Digamos ya que los primeros textos que recogen la existencia del sepulcro de Santiago Apóstol corresponden, con fidelidad, a los siglos IX y X (San Floro de Lyon, Beato de Líébana).

A los Reyes Alfonso II el Casto y a Alfonso III pertenecen las iniciativas conducentes a la construcción sucesiva (“uno sobre otro, y otro sobre otro”) de los primeros templos -de influencia mozárabe y asturiano-visigótica- en torno a la tumba, y, ante todo, a convertir las disputas contra los árabes en materia concerniente a toda la Cristiandad; y a favorecer, con entusiasmo, la peregrinación a Santiago predicada al principio como complemento de la cruzada bélica y, después, como trayecto de devoción y penitencia, cultural y económico.
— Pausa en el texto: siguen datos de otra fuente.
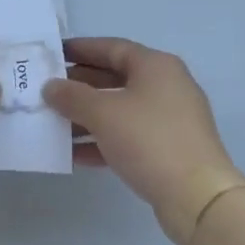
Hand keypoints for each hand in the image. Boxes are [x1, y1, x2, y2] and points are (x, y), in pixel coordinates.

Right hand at [42, 37, 244, 244]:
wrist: (197, 196)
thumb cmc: (149, 140)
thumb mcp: (103, 113)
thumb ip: (72, 96)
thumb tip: (51, 87)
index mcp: (156, 67)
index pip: (112, 47)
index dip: (80, 49)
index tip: (52, 54)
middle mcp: (166, 87)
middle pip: (115, 78)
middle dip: (79, 85)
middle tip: (47, 91)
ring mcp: (169, 120)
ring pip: (119, 110)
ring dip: (86, 116)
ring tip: (53, 124)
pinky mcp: (167, 149)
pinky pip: (127, 137)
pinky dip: (101, 141)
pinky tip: (73, 154)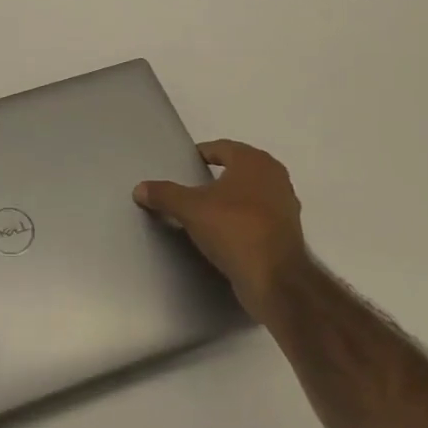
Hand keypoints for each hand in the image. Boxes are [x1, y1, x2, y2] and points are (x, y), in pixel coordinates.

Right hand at [136, 140, 308, 319]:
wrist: (276, 280)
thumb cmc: (234, 229)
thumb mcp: (190, 209)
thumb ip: (164, 194)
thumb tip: (139, 188)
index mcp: (254, 161)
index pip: (222, 147)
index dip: (201, 154)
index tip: (185, 165)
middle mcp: (275, 176)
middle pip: (238, 169)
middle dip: (216, 176)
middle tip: (192, 187)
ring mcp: (286, 205)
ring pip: (250, 193)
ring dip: (231, 199)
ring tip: (205, 211)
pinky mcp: (288, 232)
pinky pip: (258, 216)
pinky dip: (242, 219)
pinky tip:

No menor impacto tuvo Carlomagno al promocionar el Camino. Su visita a Compostela no está documentada y sólo nos queda la manifiesta intención -tras su sueño de la Vía Láctea y el hallazgo del sepulcro del Apóstol en Santiago- de realizar tal peregrinación. Es de lamentar que tan imperial personaje no haya sido el primer peregrino de allende los Pirineos y que todo quedase en maravillosa leyenda carolingia. Aunque no hay duda de que conquistara Zaragoza a los muslimes, fundase el más célebre monasterio benedictino, el de Sahagún, y que, desde luego, realizara una heroica cruzada, hasta alcanzar Córdoba, a favor de los cristianos. Nos queda la idea, ya legendaria, de un poderoso caudillo, de un santo o del jefe de un pueblo elegido por Dios, que lleva a cabo la guerra santa contra los infieles; y nos queda el recuerdo de su héroe más afamado, Rolando, que muere junto a mil de sus caballeros en las verdes campas de Roncesvalles a manos de los sarracenos, cuando retornaban a su patria.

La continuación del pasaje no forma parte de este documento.